Data to examine: Begin
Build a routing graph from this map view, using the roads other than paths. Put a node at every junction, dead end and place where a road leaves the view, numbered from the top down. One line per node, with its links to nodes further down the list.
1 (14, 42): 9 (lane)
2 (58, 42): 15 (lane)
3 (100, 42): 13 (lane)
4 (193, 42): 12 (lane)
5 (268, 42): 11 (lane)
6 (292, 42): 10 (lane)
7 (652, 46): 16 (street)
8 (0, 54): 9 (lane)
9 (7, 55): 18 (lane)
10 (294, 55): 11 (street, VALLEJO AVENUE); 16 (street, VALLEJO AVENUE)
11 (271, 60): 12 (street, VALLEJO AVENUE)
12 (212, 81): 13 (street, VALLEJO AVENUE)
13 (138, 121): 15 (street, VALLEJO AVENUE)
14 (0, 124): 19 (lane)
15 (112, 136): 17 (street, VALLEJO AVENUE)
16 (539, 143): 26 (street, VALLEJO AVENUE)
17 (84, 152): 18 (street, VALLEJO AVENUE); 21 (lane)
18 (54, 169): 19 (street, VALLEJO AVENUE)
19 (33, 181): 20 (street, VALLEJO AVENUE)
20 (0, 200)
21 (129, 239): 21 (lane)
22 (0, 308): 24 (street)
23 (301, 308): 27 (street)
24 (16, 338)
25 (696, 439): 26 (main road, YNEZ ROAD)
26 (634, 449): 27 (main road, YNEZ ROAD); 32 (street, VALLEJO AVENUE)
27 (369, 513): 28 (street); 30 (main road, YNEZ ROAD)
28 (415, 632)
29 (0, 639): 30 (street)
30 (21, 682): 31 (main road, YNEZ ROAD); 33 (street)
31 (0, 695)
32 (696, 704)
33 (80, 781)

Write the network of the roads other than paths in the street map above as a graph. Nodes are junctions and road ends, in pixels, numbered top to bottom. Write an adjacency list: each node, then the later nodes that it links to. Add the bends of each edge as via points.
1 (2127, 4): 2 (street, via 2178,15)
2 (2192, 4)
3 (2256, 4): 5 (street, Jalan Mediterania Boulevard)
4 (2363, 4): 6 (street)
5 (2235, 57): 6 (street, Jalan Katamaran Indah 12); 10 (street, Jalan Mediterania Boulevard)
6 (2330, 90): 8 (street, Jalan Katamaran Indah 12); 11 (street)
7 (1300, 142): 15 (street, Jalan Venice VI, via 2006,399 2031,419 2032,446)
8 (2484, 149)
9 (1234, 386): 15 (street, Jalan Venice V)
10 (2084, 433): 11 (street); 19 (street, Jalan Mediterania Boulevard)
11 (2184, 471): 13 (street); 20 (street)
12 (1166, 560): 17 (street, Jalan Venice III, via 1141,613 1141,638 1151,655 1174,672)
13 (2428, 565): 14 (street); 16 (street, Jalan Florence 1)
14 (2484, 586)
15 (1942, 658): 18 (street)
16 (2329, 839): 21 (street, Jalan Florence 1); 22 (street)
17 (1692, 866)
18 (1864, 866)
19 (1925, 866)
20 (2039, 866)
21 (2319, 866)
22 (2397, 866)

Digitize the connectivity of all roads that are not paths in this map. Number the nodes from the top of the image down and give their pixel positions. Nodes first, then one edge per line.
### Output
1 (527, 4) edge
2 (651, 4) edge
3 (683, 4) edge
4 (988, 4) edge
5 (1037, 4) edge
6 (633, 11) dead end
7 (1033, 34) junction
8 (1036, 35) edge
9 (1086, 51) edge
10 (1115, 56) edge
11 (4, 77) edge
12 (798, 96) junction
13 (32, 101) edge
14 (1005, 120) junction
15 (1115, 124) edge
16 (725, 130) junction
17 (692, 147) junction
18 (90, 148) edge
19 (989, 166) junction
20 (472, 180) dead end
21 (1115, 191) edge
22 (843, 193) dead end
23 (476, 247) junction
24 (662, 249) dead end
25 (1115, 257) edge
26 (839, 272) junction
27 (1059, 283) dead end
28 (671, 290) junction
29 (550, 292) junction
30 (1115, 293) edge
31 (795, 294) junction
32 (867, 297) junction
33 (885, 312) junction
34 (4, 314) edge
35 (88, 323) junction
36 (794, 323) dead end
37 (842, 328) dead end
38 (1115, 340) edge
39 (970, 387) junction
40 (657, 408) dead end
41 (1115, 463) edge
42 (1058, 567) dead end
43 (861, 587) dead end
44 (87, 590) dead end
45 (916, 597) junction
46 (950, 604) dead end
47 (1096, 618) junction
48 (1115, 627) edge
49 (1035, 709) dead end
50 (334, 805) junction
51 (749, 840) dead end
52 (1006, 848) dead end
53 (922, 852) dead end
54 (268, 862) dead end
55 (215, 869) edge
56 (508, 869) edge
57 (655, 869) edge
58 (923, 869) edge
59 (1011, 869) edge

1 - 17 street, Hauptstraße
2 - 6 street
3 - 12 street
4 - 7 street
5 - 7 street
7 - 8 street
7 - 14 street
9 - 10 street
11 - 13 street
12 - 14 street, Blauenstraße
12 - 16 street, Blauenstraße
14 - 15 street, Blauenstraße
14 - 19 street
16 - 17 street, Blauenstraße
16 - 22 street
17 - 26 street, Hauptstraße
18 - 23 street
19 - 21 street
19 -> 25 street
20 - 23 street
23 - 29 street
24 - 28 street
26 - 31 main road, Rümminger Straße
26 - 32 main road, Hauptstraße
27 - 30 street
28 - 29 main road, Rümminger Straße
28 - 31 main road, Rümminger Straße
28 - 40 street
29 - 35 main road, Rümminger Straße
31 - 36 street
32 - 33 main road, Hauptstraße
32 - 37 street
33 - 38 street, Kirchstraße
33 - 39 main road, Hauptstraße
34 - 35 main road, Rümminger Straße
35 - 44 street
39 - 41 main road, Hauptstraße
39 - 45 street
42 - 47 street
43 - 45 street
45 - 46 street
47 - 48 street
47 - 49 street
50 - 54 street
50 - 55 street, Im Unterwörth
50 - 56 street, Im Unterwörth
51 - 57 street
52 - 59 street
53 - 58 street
Data to examine: End
### Task requirements
Could each line above be retyped exactly?

### Written reply
Build a routing graph from this map view, using the roads other than paths. Put a node at every junction, dead end and place where a road leaves the view, numbered from the top down. One line per node, with its links to nodes further down the list.
1 (14, 42): 9 (lane)
2 (58, 42): 15 (lane)
3 (100, 42): 13 (lane)
4 (193, 42): 12 (lane)
5 (268, 42): 11 (lane)
6 (292, 42): 10 (lane)
7 (652, 46): 16 (street)
8 (0, 54): 9 (lane)
9 (7, 55): 18 (lane)
10 (294, 55): 11 (street, VALLEJO AVENUE); 16 (street, VALLEJO AVENUE)
11 (271, 60): 12 (street, VALLEJO AVENUE)
12 (212, 81): 13 (street, VALLEJO AVENUE)
13 (138, 121): 15 (street, VALLEJO AVENUE)
14 (0, 124): 19 (lane)
15 (112, 136): 17 (street, VALLEJO AVENUE)
16 (539, 143): 26 (street, VALLEJO AVENUE)
17 (84, 152): 18 (street, VALLEJO AVENUE); 21 (lane)
18 (54, 169): 19 (street, VALLEJO AVENUE)
19 (33, 181): 20 (street, VALLEJO AVENUE)
20 (0, 200)
21 (129, 239): 21 (lane)
22 (0, 308): 24 (street)
23 (301, 308): 27 (street)
24 (16, 338)
25 (696, 439): 26 (main road, YNEZ ROAD)
26 (634, 449): 27 (main road, YNEZ ROAD); 32 (street, VALLEJO AVENUE)
27 (369, 513): 28 (street); 30 (main road, YNEZ ROAD)
28 (415, 632)
29 (0, 639): 30 (street)
30 (21, 682): 31 (main road, YNEZ ROAD); 33 (street)
31 (0, 695)
32 (696, 704)
33 (80, 781)

Write the network of the roads other than paths in the street map above as a graph. Nodes are junctions and road ends, in pixels, numbered top to bottom. Write an adjacency list: each node, then the later nodes that it links to. Add the bends of each edge as via points.
1 (2127, 4): 2 (street, via 2178,15)
2 (2192, 4)
3 (2256, 4): 5 (street, Jalan Mediterania Boulevard)
4 (2363, 4): 6 (street)
5 (2235, 57): 6 (street, Jalan Katamaran Indah 12); 10 (street, Jalan Mediterania Boulevard)
6 (2330, 90): 8 (street, Jalan Katamaran Indah 12); 11 (street)
7 (1300, 142): 15 (street, Jalan Venice VI, via 2006,399 2031,419 2032,446)
8 (2484, 149)
9 (1234, 386): 15 (street, Jalan Venice V)
10 (2084, 433): 11 (street); 19 (street, Jalan Mediterania Boulevard)
11 (2184, 471): 13 (street); 20 (street)
12 (1166, 560): 17 (street, Jalan Venice III, via 1141,613 1141,638 1151,655 1174,672)
13 (2428, 565): 14 (street); 16 (street, Jalan Florence 1)
14 (2484, 586)
15 (1942, 658): 18 (street)
16 (2329, 839): 21 (street, Jalan Florence 1); 22 (street)
17 (1692, 866)
18 (1864, 866)
19 (1925, 866)
20 (2039, 866)
21 (2319, 866)
22 (2397, 866)

Digitize the connectivity of all roads that are not paths in this map. Number the nodes from the top of the image down and give their pixel positions. Nodes first, then one edge per line.
### Output
1 (527, 4) edge
2 (651, 4) edge
3 (683, 4) edge
4 (988, 4) edge
5 (1037, 4) edge
6 (633, 11) dead end
7 (1033, 34) junction
8 (1036, 35) edge
9 (1086, 51) edge
10 (1115, 56) edge
11 (4, 77) edge
12 (798, 96) junction
13 (32, 101) edge
14 (1005, 120) junction
15 (1115, 124) edge
16 (725, 130) junction
17 (692, 147) junction
18 (90, 148) edge
19 (989, 166) junction
20 (472, 180) dead end
21 (1115, 191) edge
22 (843, 193) dead end
23 (476, 247) junction
24 (662, 249) dead end
25 (1115, 257) edge
26 (839, 272) junction
27 (1059, 283) dead end
28 (671, 290) junction
29 (550, 292) junction
30 (1115, 293) edge
31 (795, 294) junction
32 (867, 297) junction
33 (885, 312) junction
34 (4, 314) edge
35 (88, 323) junction
36 (794, 323) dead end
37 (842, 328) dead end
38 (1115, 340) edge
39 (970, 387) junction
40 (657, 408) dead end
41 (1115, 463) edge
42 (1058, 567) dead end
43 (861, 587) dead end
44 (87, 590) dead end
45 (916, 597) junction
46 (950, 604) dead end
47 (1096, 618) junction
48 (1115, 627) edge
49 (1035, 709) dead end
50 (334, 805) junction
51 (749, 840) dead end
52 (1006, 848) dead end
53 (922, 852) dead end
54 (268, 862) dead end
55 (215, 869) edge
56 (508, 869) edge
57 (655, 869) edge
58 (923, 869) edge
59 (1011, 869) edge

1 - 17 street, Hauptstraße
2 - 6 street
3 - 12 street
4 - 7 street
5 - 7 street
7 - 8 street
7 - 14 street
9 - 10 street
11 - 13 street
12 - 14 street, Blauenstraße
12 - 16 street, Blauenstraße
14 - 15 street, Blauenstraße
14 - 19 street
16 - 17 street, Blauenstraße
16 - 22 street
17 - 26 street, Hauptstraße
18 - 23 street
19 - 21 street
19 -> 25 street
20 - 23 street
23 - 29 street
24 - 28 street
26 - 31 main road, Rümminger Straße
26 - 32 main road, Hauptstraße
27 - 30 street
28 - 29 main road, Rümminger Straße
28 - 31 main road, Rümminger Straße
28 - 40 street
29 - 35 main road, Rümminger Straße
31 - 36 street
32 - 33 main road, Hauptstraße
32 - 37 street
33 - 38 street, Kirchstraße
33 - 39 main road, Hauptstraße
34 - 35 main road, Rümminger Straße
35 - 44 street
39 - 41 main road, Hauptstraße
39 - 45 street
42 - 47 street
43 - 45 street
45 - 46 street
47 - 48 street
47 - 49 street
50 - 54 street
50 - 55 street, Im Unterwörth
50 - 56 street, Im Unterwörth
51 - 57 street
52 - 59 street
53 - 58 street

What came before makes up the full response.